━━━━━ DATA TO EXAMINE ━━━━━

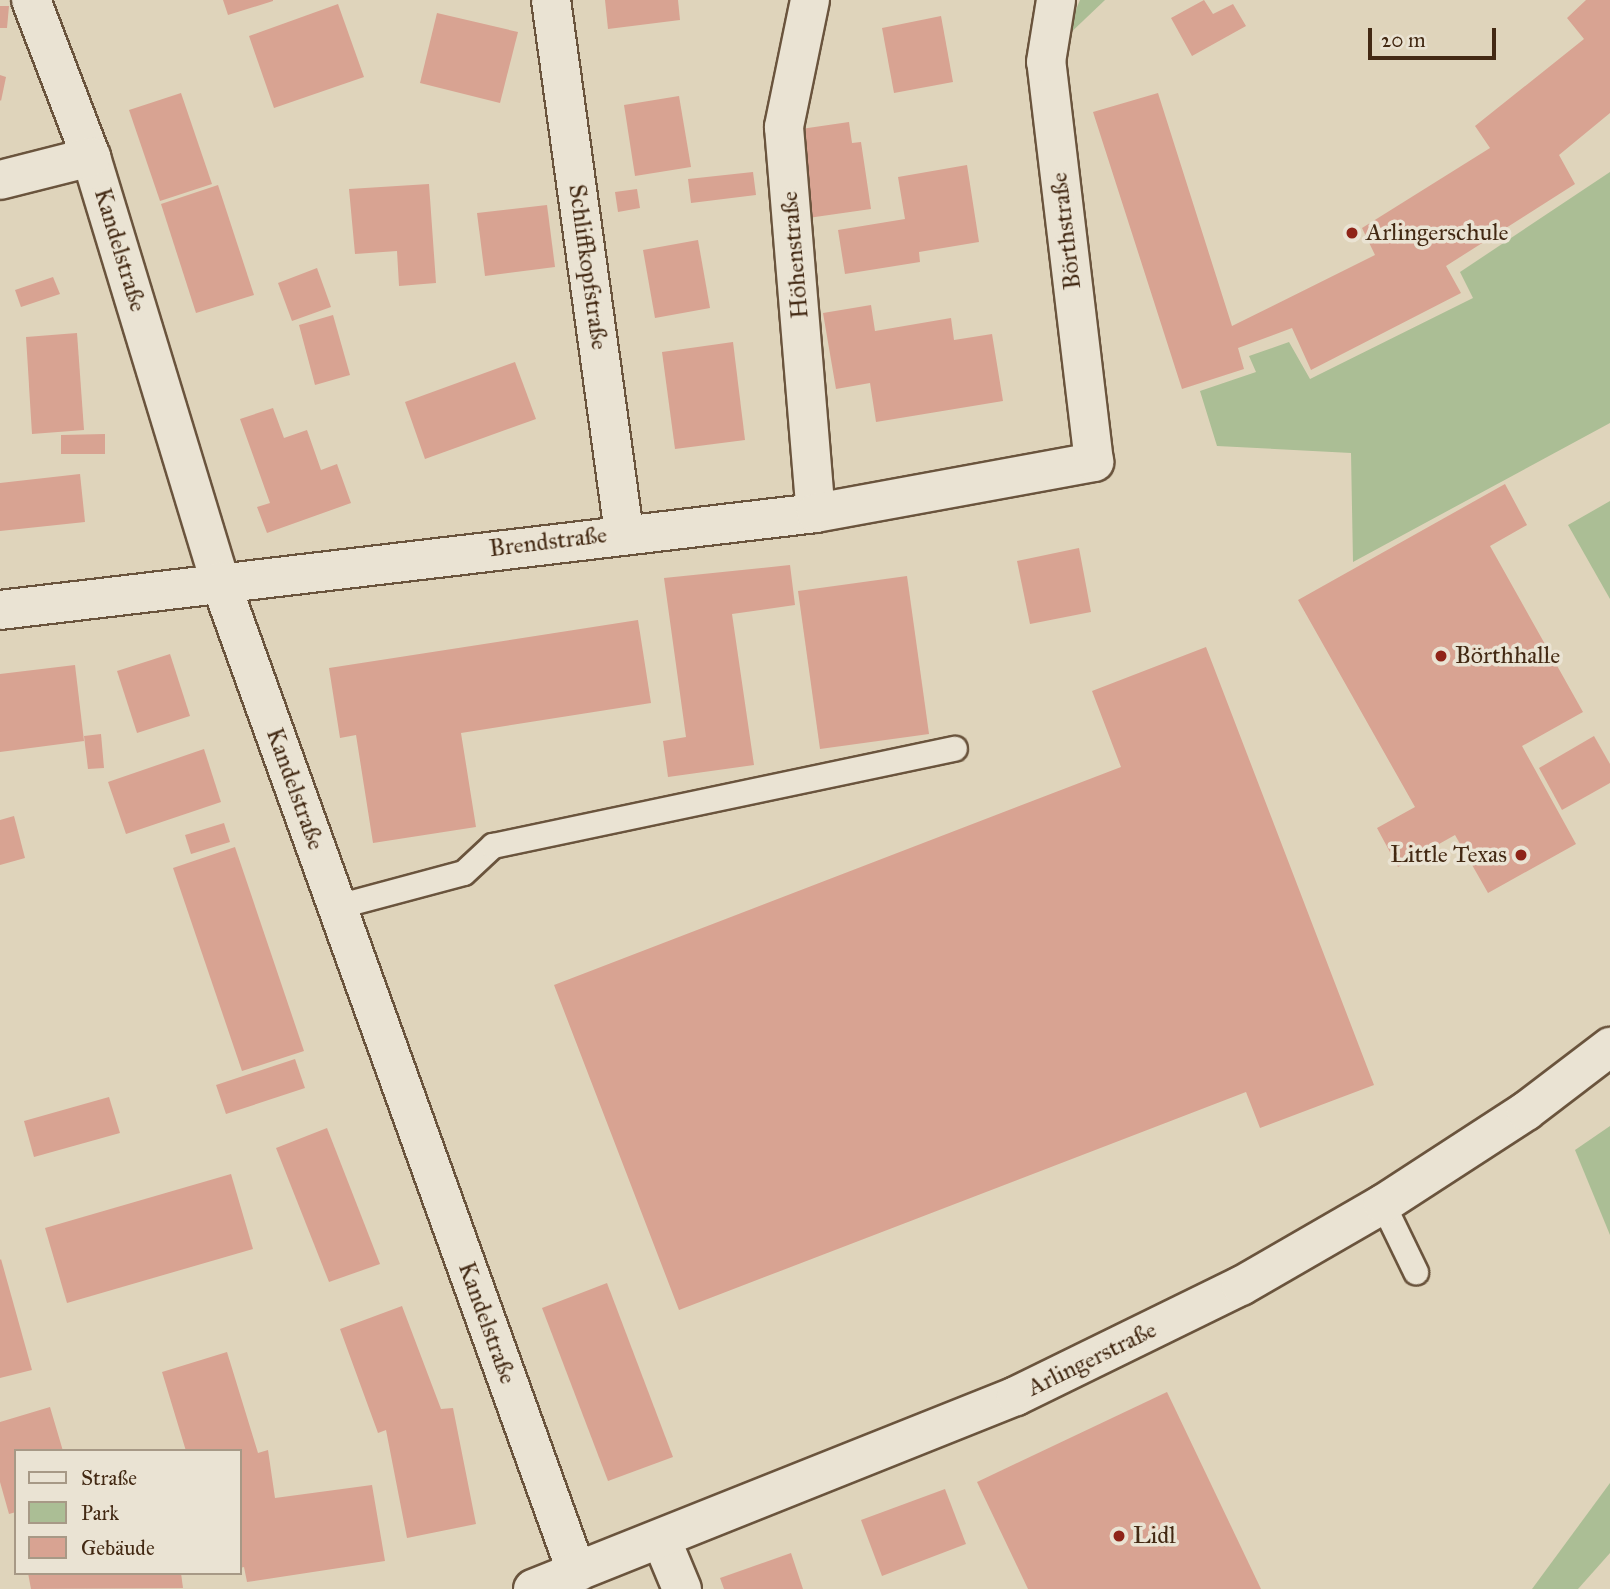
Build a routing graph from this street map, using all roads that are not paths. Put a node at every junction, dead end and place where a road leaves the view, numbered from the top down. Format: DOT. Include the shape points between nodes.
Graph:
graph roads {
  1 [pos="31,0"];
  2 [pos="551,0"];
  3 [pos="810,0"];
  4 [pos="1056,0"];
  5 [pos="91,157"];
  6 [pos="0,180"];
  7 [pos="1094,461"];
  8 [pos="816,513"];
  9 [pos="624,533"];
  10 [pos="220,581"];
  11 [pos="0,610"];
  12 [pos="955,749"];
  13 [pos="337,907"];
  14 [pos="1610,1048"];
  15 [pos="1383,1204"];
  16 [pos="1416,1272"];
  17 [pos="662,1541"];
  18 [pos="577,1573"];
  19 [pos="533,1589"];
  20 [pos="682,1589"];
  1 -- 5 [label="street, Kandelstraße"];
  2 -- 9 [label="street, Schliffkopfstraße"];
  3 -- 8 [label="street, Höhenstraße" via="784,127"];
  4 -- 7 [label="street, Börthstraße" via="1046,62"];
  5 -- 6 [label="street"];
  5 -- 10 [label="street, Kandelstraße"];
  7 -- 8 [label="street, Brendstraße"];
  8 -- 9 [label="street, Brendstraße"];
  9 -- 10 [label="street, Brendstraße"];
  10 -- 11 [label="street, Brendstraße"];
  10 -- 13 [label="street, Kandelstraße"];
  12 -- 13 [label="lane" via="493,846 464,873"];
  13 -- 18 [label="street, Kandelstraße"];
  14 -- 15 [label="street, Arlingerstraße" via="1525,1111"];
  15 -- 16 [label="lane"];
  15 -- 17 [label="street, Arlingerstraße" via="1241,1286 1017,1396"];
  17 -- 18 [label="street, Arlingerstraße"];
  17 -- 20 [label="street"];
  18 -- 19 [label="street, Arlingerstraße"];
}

━━━━━

### WHAT THE TASK REQUIRES
All the records above need to be given again word for word. Skip the pictures.

### REPLY
Build a routing graph from this street map, using all roads that are not paths. Put a node at every junction, dead end and place where a road leaves the view, numbered from the top down. Format: DOT. Include the shape points between nodes.
Graph:
graph roads {
  1 [pos="31,0"];
  2 [pos="551,0"];
  3 [pos="810,0"];
  4 [pos="1056,0"];
  5 [pos="91,157"];
  6 [pos="0,180"];
  7 [pos="1094,461"];
  8 [pos="816,513"];
  9 [pos="624,533"];
  10 [pos="220,581"];
  11 [pos="0,610"];
  12 [pos="955,749"];
  13 [pos="337,907"];
  14 [pos="1610,1048"];
  15 [pos="1383,1204"];
  16 [pos="1416,1272"];
  17 [pos="662,1541"];
  18 [pos="577,1573"];
  19 [pos="533,1589"];
  20 [pos="682,1589"];
  1 -- 5 [label="street, Kandelstraße"];
  2 -- 9 [label="street, Schliffkopfstraße"];
  3 -- 8 [label="street, Höhenstraße" via="784,127"];
  4 -- 7 [label="street, Börthstraße" via="1046,62"];
  5 -- 6 [label="street"];
  5 -- 10 [label="street, Kandelstraße"];
  7 -- 8 [label="street, Brendstraße"];
  8 -- 9 [label="street, Brendstraße"];
  9 -- 10 [label="street, Brendstraße"];
  10 -- 11 [label="street, Brendstraße"];
  10 -- 13 [label="street, Kandelstraße"];
  12 -- 13 [label="lane" via="493,846 464,873"];
  13 -- 18 [label="street, Kandelstraße"];
  14 -- 15 [label="street, Arlingerstraße" via="1525,1111"];
  15 -- 16 [label="lane"];
  15 -- 17 [label="street, Arlingerstraße" via="1241,1286 1017,1396"];
  17 -- 18 [label="street, Arlingerstraße"];
  17 -- 20 [label="street"];
  18 -- 19 [label="street, Arlingerstraße"];
}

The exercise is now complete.